Em 2008, Viganò terá escrito mais uma vez, depois de o Papa Bento XVI ter condenado publicamente os atos de pedofilia cometidos por membros da Igreja. Ninguém lhe respondeu, mas o antigo núncio diz ter sabido entretanto, «de fonte segura», que o então Papa aplicara sanções a McCarrick, em 2009 ou 2010: «teria de deixar o seminário, ficou proibido de celebrar [missa] em público, de participar em encontros públicos, de dar palestras, de viajar», tendo ainda sido obrigado a recolher-se numa «vida de oração e penitência». Só que, em 2013, com a chegada do Papa Francisco a Roma, a seguir à resignação de Bento XVI, a vida terá mudado para McCarrick. Viganò conta que o cardeal recomeçou a viajar – chegou a representar a Igreja numa viagem à República Centro Africana – e passou a participar em palestras e seminários e a dar entrevistas.

O Papa Francisco poderia ter pecado por falta de informação – até porque as supostas sanções aplicadas por Bento XVI ao cardeal só agora foram foram tornadas públicas, com a carta de Viganò -, mas o antigo núncio assegura ter alertado o sumo pontífice para os abusos de McCarrick  em junho de 2013.  Sem que, mais uma vez, alguma coisa tenha mudado. O arcebispo garante que Francisco sabia de tudo, mas que optou por proteger o cardeal americano, porque este fez lobby pela sua eleição no último conclave.  E não só lhe retirou as sanções aplicadas por Bento XVI, como o chamou para seu «conselheiro» para os assuntos relacionados com os Estados Unidos. Viganò vai mais longe e acusa o Papa de proteger outros abusadores sexuais, bem como homossexuais bem posicionados na hierarquia da Igreja. 

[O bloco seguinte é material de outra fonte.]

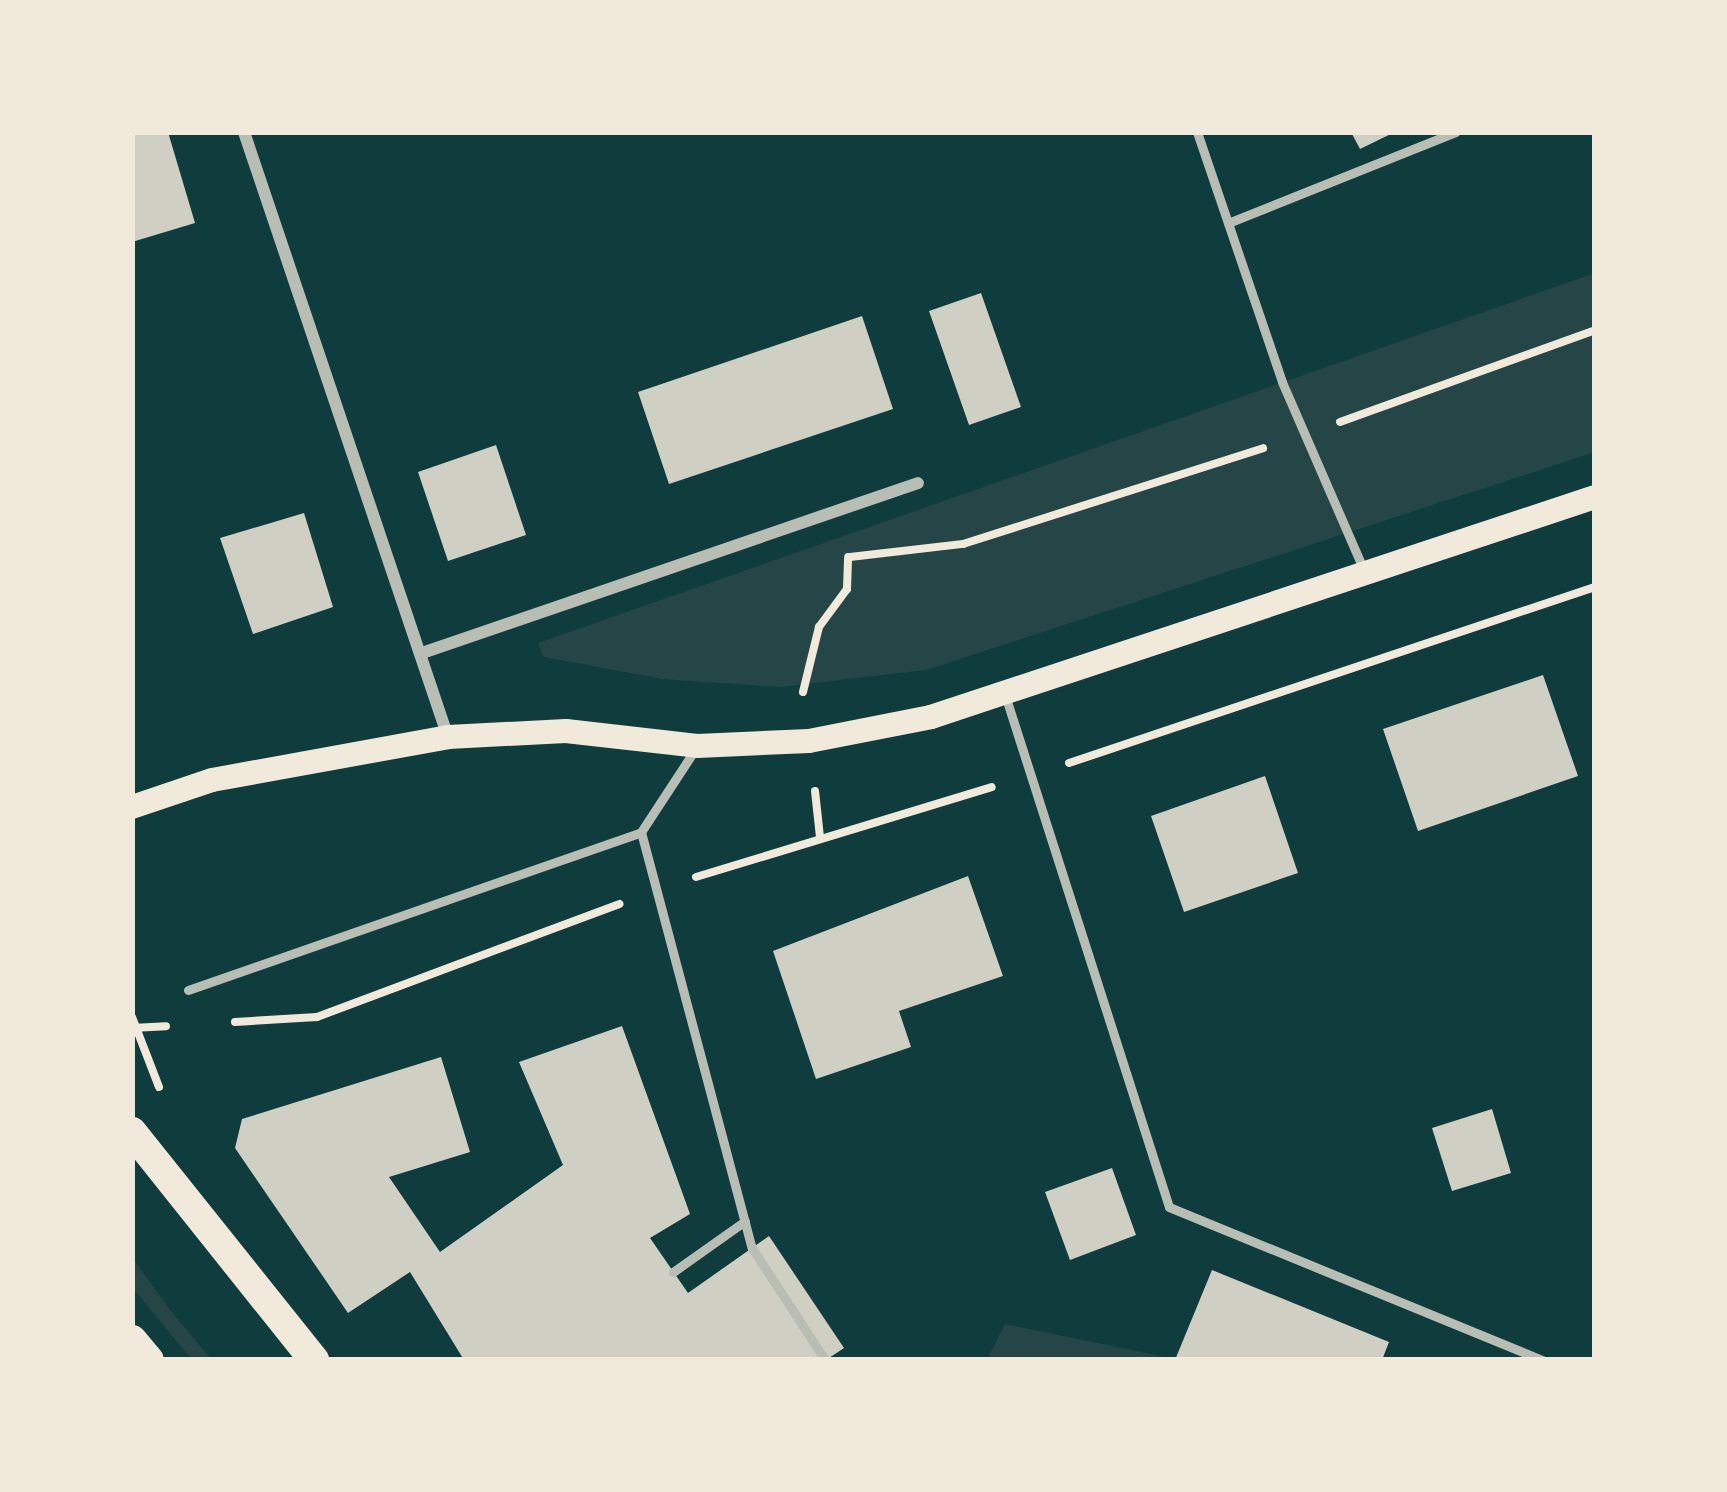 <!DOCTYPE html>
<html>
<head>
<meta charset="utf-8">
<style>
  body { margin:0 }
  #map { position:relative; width:1727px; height:1492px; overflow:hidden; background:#0f3d3e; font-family:Montserrat,sans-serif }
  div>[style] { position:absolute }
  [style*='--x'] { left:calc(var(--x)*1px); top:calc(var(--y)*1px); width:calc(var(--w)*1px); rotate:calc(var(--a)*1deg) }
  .green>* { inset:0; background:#244646 }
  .building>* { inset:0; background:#cfcfc3 }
  .path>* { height:8px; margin:-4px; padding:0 4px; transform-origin:4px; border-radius:4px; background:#f1e9da }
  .service>* { height:9px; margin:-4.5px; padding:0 4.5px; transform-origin:4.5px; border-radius:4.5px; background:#b8beb3 }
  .minor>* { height:12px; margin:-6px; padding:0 6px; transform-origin:6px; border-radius:6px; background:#b8beb3 }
  .secondary>* { height:24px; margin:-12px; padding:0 12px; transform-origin:12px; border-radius:12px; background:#f1e9da }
  .primary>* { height:30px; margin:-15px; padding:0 15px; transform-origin:15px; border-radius:15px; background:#f1e9da }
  span { translate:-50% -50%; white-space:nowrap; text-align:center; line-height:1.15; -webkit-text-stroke:12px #f1e9da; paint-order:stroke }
  .frame { position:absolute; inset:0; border:135px solid #f1e9da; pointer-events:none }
</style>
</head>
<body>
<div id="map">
  <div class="green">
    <div style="clip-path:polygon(1595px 273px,1595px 452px,926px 670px,780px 687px,662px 679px,544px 657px,538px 643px)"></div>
    <div style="clip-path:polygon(132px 1257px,170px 1310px,212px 1360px,192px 1360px,132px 1287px)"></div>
    <div style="clip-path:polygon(1005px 1324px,1175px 1359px,987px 1360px)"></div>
  </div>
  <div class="building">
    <div style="clip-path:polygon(132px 132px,168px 132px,195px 223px,132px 242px)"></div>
    <div style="clip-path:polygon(1351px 132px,1395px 132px,1360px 149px)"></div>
    <div style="clip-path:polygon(981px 293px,1021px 407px,969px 425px,929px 311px)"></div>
    <div style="clip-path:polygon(862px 316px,893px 409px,669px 484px,638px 392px)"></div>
    <div style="clip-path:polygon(496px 445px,526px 535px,448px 561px,418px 472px)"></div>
    <div style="clip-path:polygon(304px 513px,333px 607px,253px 634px,220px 538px)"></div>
    <div style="clip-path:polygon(1543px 675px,1578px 776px,1418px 831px,1383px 729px)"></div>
    <div style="clip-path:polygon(1265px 776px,1298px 873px,1184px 912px,1151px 816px)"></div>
    <div style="clip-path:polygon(968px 876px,1003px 976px,899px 1011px,911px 1047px,816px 1079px,773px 951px)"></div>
    <div style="clip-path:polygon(622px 1026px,690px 1214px,650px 1238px,688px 1293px,769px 1236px,844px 1348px,826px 1360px,464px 1360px,410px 1272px,348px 1313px,235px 1148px,242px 1119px,441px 1057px,470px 1152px,389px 1177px,440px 1252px,563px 1165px,519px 1062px)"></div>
    <div style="clip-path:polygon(1492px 1109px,1511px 1173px,1452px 1191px,1432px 1128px)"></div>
    <div style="clip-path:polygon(1112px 1168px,1136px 1235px,1070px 1260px,1045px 1192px)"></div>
    <div style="clip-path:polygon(1212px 1270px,1389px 1342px,1382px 1360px,1175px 1360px)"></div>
  </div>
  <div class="path">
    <div style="--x:1340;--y:422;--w:271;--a:-19.8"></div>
    <div style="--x:850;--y:557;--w:114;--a:-6.6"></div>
    <div style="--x:963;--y:544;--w:315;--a:-17.7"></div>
    <div style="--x:803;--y:692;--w:67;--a:-76.2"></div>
    <div style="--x:819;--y:627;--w:47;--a:-53.6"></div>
    <div style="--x:847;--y:589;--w:32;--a:-88"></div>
    <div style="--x:1069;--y:763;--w:555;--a:-18.5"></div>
    <div style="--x:815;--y:791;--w:46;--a:83.8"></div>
    <div style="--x:696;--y:877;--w:309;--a:-16.9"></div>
    <div style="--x:132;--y:1017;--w:75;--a:68.9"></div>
    <div style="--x:235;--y:1022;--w:82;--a:-3.5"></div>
    <div style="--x:317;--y:1017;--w:323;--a:-20.5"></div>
    <div style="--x:132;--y:1028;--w:34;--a:-3"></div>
  </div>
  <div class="service">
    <div style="--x:1197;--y:132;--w:264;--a:71.2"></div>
    <div style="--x:1282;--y:382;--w:206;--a:66.5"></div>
    <div style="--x:1228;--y:223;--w:245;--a:-21.8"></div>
    <div style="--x:1006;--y:698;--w:534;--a:72.24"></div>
    <div style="--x:1169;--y:1207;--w:403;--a:22.3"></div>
    <div style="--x:641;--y:832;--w:431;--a:75.1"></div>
    <div style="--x:752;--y:1248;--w:134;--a:56.9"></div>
    <div style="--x:188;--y:990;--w:480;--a:-19.2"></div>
    <div style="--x:641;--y:832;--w:97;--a:-56.8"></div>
    <div style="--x:673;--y:1272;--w:88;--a:-35.3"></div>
  </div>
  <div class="minor">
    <div style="--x:244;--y:132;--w:638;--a:71.37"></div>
    <div style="--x:425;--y:652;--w:521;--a:-18.92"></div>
  </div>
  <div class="secondary">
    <div style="--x:132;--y:807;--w:84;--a:-18.6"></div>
    <div style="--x:212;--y:780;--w:240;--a:-10.3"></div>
    <div style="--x:448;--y:737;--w:118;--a:-2.9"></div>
    <div style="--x:566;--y:731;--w:132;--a:6.5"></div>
    <div style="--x:697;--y:746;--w:112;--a:-2.6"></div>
    <div style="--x:809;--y:741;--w:124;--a:-11.1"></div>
    <div style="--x:931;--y:717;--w:699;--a:-18.33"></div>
  </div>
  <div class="primary">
    <div style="--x:132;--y:1132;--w:292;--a:51.4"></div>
    <div style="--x:132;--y:1340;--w:26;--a:50"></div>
  </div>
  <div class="frame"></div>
</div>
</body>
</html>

E dá o exemplo do cardeal  hondurenho Óscar Maradiaga, nomeado por Francisco para coordenador do Conselho dos Cardeais (o C9, grupo de confiança do Papa responsável pela reforma da Cúria). O antigo núncio diz-se convencido de que em breve rebentará um  «escândalo» de pedofilia nas Honduras e culpa Francisco por isso, por dar cobertura a Maradiaga. «A corrupção atingiu o topo dos topos da Igreja», denuncia.  

 

Tempestade irlandesa 

Viganò pode até ter escrito as 11 páginas num estado de raiva evidente, como descreveu esta semana Marco Tosatti, mas o momento escolhido para a divulgação da carta parece ter sido criteriosamente premeditado. Aconteceu durante a já por si difícil visita do Papa à Irlanda, que ocorreu sob o manto do escândalo dos abusos sexuais nos Estados Unidos. É que a Irlanda, país que tem perdido católicos à velocidade luz  (ao ponto de, este ano, ter despenalizado o aborto), também passou por um mega caso de pedofilia há oito anos. Ciente disso, Francisco aproveitou a visita para se encontrar com vítimas irlandesas – depois de, na semana passada, ter divulgado uma carta em que pede perdão pelo escândalo americano. 

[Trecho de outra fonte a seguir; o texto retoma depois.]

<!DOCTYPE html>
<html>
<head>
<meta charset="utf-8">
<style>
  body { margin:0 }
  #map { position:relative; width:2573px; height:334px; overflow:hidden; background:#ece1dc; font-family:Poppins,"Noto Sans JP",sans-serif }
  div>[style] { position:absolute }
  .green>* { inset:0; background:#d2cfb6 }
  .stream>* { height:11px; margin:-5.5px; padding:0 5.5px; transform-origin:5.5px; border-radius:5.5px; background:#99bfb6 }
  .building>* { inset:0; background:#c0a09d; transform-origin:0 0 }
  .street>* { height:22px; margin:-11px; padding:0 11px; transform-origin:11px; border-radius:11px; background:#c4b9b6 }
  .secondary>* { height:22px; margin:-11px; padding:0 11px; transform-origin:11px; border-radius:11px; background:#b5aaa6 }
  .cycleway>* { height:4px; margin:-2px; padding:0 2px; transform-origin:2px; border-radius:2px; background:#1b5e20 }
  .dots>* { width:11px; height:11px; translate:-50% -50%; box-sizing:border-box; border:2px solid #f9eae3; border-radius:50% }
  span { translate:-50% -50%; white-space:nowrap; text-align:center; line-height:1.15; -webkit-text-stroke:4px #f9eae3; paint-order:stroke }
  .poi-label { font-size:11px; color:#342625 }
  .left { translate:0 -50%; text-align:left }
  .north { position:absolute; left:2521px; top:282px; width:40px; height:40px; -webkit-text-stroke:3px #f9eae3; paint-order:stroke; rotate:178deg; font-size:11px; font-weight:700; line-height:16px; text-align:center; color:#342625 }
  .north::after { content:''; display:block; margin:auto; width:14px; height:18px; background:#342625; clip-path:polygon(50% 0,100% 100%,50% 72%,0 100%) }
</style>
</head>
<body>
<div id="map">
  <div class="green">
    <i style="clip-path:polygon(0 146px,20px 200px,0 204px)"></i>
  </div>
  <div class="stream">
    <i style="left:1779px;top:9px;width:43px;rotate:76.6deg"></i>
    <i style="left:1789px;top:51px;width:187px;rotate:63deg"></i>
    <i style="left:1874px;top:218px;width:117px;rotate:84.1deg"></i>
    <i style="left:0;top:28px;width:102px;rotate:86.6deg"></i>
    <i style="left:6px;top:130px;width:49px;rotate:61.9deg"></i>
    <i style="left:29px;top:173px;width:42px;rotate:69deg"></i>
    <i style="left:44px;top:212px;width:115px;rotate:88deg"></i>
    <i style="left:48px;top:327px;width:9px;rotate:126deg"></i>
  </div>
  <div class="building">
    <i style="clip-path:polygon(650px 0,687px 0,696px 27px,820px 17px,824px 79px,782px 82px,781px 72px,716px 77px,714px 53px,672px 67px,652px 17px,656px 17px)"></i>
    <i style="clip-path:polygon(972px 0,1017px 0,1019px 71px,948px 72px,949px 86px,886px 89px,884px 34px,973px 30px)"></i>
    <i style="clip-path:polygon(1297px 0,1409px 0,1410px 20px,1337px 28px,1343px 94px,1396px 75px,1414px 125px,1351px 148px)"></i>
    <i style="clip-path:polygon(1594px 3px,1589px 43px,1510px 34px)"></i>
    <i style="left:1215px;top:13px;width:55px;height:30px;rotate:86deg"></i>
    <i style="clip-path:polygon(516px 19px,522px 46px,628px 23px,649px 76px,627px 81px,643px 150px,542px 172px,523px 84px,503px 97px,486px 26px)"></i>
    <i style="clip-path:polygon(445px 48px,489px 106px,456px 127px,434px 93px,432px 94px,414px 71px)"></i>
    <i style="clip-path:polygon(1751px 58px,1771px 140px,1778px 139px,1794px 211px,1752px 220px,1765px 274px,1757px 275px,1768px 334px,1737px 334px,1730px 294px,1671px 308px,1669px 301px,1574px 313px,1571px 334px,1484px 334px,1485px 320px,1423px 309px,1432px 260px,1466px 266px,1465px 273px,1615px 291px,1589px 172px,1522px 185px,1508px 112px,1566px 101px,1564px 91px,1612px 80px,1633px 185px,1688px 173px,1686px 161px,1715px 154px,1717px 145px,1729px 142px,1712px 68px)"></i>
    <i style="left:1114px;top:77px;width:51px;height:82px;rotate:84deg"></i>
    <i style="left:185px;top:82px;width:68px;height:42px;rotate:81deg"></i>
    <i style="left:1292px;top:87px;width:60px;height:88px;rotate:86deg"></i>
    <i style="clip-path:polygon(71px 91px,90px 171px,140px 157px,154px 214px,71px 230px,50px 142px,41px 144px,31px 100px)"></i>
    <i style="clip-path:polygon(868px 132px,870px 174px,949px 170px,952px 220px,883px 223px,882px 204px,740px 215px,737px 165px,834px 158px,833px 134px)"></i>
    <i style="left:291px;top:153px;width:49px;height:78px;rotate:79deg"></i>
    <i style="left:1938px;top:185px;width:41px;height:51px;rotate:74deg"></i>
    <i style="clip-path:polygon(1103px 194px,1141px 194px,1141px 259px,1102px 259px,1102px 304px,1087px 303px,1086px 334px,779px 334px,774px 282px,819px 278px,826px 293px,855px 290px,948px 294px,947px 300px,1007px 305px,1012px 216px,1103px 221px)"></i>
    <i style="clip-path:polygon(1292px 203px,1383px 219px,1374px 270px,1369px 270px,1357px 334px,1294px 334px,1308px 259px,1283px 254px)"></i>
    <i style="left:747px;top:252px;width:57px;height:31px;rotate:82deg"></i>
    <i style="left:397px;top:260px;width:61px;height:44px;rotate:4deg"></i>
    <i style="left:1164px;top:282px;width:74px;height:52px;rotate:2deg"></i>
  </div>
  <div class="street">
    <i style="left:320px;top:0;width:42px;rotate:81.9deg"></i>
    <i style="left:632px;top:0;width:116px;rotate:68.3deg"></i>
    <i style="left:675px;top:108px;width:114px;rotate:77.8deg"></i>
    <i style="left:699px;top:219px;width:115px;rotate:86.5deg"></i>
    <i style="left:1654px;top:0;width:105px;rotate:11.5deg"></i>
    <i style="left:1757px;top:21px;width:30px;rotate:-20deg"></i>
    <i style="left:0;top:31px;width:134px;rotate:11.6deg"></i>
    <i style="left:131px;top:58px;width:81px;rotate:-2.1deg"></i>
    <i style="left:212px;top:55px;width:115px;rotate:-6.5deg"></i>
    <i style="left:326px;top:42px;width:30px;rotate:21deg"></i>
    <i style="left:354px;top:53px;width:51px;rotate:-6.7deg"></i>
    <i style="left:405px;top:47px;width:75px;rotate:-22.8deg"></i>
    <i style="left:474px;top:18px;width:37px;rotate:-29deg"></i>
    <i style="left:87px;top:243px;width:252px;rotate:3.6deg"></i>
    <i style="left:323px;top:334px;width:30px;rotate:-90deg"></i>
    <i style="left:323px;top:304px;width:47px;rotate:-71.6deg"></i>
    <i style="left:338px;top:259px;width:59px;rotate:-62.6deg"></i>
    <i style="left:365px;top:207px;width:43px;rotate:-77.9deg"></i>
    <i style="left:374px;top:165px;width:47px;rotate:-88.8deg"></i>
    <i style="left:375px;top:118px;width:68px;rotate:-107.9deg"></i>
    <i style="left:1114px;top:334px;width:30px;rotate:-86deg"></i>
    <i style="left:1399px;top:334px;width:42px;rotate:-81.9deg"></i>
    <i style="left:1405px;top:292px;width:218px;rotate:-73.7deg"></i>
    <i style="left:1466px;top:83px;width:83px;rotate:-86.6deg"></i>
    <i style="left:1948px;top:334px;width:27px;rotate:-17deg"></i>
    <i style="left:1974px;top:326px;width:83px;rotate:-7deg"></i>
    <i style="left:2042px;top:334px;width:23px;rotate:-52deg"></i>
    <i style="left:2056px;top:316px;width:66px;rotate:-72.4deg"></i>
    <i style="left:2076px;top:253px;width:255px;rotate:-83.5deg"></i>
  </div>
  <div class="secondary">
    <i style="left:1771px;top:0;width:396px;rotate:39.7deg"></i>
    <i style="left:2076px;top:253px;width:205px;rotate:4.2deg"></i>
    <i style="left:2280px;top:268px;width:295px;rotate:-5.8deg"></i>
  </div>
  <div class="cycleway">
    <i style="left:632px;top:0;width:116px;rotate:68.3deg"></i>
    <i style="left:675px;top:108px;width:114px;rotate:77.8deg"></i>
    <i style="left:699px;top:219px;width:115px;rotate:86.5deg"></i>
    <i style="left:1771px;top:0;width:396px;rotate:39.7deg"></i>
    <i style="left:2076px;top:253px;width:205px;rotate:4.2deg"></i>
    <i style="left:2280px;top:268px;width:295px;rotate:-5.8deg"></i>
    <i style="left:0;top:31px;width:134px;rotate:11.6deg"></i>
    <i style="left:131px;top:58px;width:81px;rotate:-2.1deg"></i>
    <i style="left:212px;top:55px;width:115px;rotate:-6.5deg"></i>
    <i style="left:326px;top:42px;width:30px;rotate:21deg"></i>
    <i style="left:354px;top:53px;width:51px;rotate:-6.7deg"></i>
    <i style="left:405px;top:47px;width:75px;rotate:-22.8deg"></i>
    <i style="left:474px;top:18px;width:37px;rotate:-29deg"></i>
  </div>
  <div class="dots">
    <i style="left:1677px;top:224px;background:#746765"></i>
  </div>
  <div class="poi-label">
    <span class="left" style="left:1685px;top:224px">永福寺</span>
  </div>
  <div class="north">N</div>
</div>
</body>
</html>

Além disso, o Papa tem sido fortemente atacado, nos últimos meses, pelas alas mais conservadoras da Igreja (a que Viganò assumidamente pertence), que o acusam de «heresia». Por tudo isto, previa-se um fim de semana difícil. Mas o Papa nunca imaginou que poderia ser ainda pior e que, na conferência de imprensa a bordo do avião, que no domingo o levou de volta a Roma, seria confrontado com a carta bomba de Viganò. «Li esta manhã (…). Digo sinceramente: leiam vocês, atentamente, e façam um juízo pessoal. Não direi uma palavra sobre isto, penso que o documento fala por si», limitou-se a responder. 

E os jornalistas vaticanistas puseram-se, muito rapidamente, em campo. Enquanto isso, assistiu-se ao desfile de opiniões e revelações de um sem número de personalidades da Igreja durante toda a semana. Uns validam a tese de Viganò, como  Jean-François Lantheaume, que trabalhou na nunciatura de Washington na mesma altura que o arcebispo ou o hiperconservador cardeal Raymond Burke, que afirmou ser «lícito» pedir a resignação de Francisco. Outros defendem o Papa, como o cardeal Donald Wuerl, também visado na carta como sendo um dos 15 cardeais que terão ignorado os alertas de abusos. 

A mentira da verdade 

As contradições e omissões da carta de Viganò começaram entretanto a ser expostas, sobretudo em publicações ligadas aos Jesuítas (ordem a que pertence o Papa Francisco). E a primeira incongruência parece bastante evidente: entre 2009 e 2013 – os anos em que o antigo núncio garante que McCarrick foi condenado ao afastamento público -, o cardeal manteve uma presença mediática ativa. Fez parte da organização humanitária Catholic Relief Services e um porta-voz da instituição já veio garantir que o cardeal viajou em serviço mais de 20 vezes para diversos países na Ásia, África, Médio Oriente e América Latina. Ao mesmo tempo, publicações católicas mais conservadoras têm publicado artigos em defesa de Viganò. A  Catholic News Agency, por exemplo, diz que  várias fontes contam ter participado numa reunião, em 2008, em que McCarrick foi instado a abandonar o seminário. E essa orientação teria vindo diretamente de Bento XVI, chegando a haver obras num edifício da paróquia de  Woodley Park, em Washington, para receber o cardeal.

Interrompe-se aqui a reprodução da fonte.